Tortured Interpretation of Geneva Convention

Share

Re “Lawyers Ascribed Broad Power to Bush on Torture,” June 10: The nation confronts the specter of an administration that argues the president is not bound by the prohibitions of the Geneva Convention on torture while it contrives legal devices to immunize its torturers from any punishment for human rights violations. The president proclaims a right to incarcerate citizen and noncitizen alike for indefinite periods without any indictment, trial or access to counsel. Where is the outrage?

At the Nuremberg trials of Nazi leaders, Supreme Court Justice Robert Jackson, then serving as chief counsel for the U.S., declared the many evils of the Nazi system, including this: “Upon the strength of [Gestapo] spying, individuals were dragged off to ‘protective custody’ and to concentration camps without legal proceedings of any kind and without statement of any reason therefor. The partisan Political Police were exempted from effective legal responsibility for their acts.”

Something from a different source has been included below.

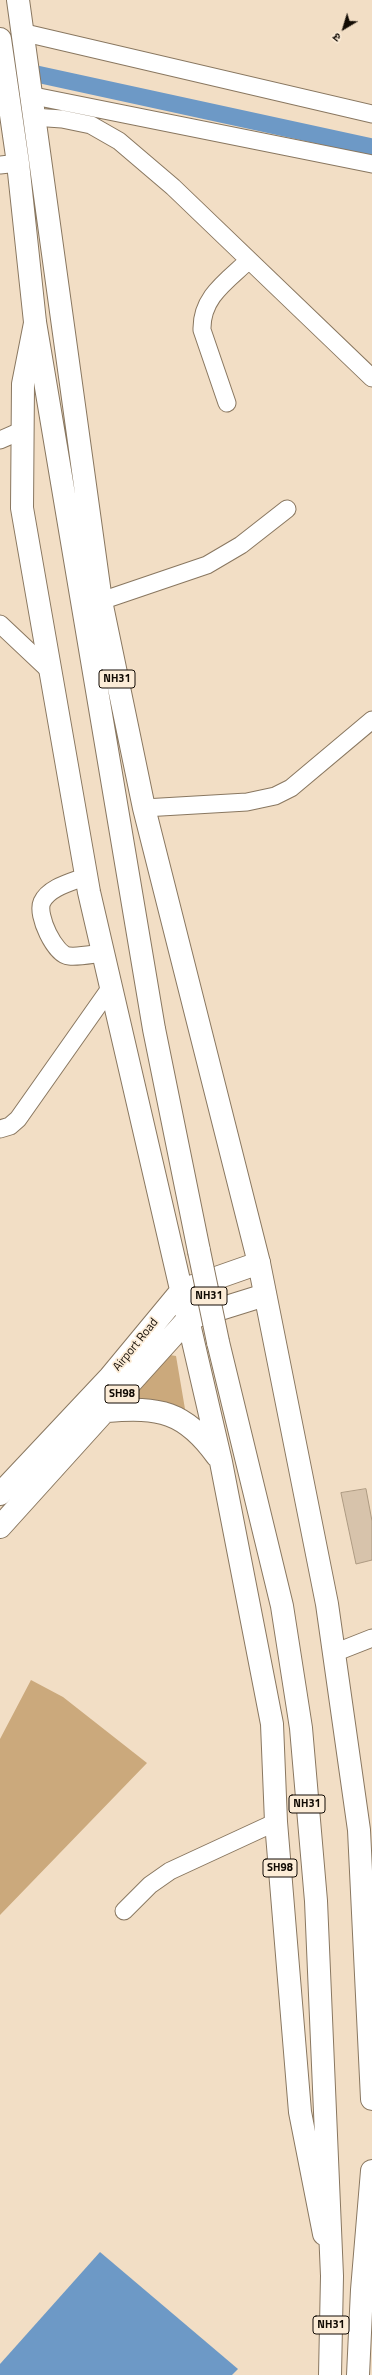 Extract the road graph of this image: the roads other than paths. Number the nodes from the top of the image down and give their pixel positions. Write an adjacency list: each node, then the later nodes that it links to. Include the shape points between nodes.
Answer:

The nation should not flirt with such a course, let alone embark upon it.

Roger Funk

Los Angeles

*

The Constitution gives President Bush no such grant of authority on torture. If the president’s legal advisors genuinely believe that the American executive branch can exempt itself from the requirements of international law, then our republic has crossed a fateful line.

Advertisement

Simply put, if the White House’s claims that the president is not bound by international law are upheld, then the case can be made that he is not bound by domestic law, or for that matter by the Constitution, either. Because we are “at war,” and the “war on terrorism” may, as the administration has warned, last “indefinitely,” the president’s lawyers have essentially composed a draft for dictatorship.

Larry N. George PhD

Professor, Department

of Political Science

Cal State Long Beach

*

I am angry and repulsed by an administration that can find a loophole that would circumvent the common decency of the Geneva Convention so we might “take the gloves off” during interrogations of prisoners, which is tantamount to condoning torture. The America I grew up in does not take such despicable actions but, rather, respects the humanity of all peoples of the world, including captured enemies, and treats them accordingly. I am sick with rage and disgust, as all conscientious Americans should be.

Steve Lyle

Montrose

*

When the administration’s initial response to reports of torture and humiliation of prisoners in custody in Iraq was that it was just the work of “a few bad apples,” I thought that was evasive and insufficient. As things have developed, however, and more facts have come to light, I feel my first reaction was too hasty. I was in error. It really was just a few bad apples. Their names are Bush, Vice President Dick Cheney, Defense Secretary Donald Rumsfeld and Atty. Gen. John Ashcroft.

Don McEvoy

Del Mar

*

The controversial memorandums supporting torture on demand by a U.S. president (Bush) are based on the assumption that the U.S. is always victorious and in control. On the way to large victories there are always small losses where our servicemen become POWs. The rules against terror are there to protect our POWs until the victory comes. Torture anytime is wrong!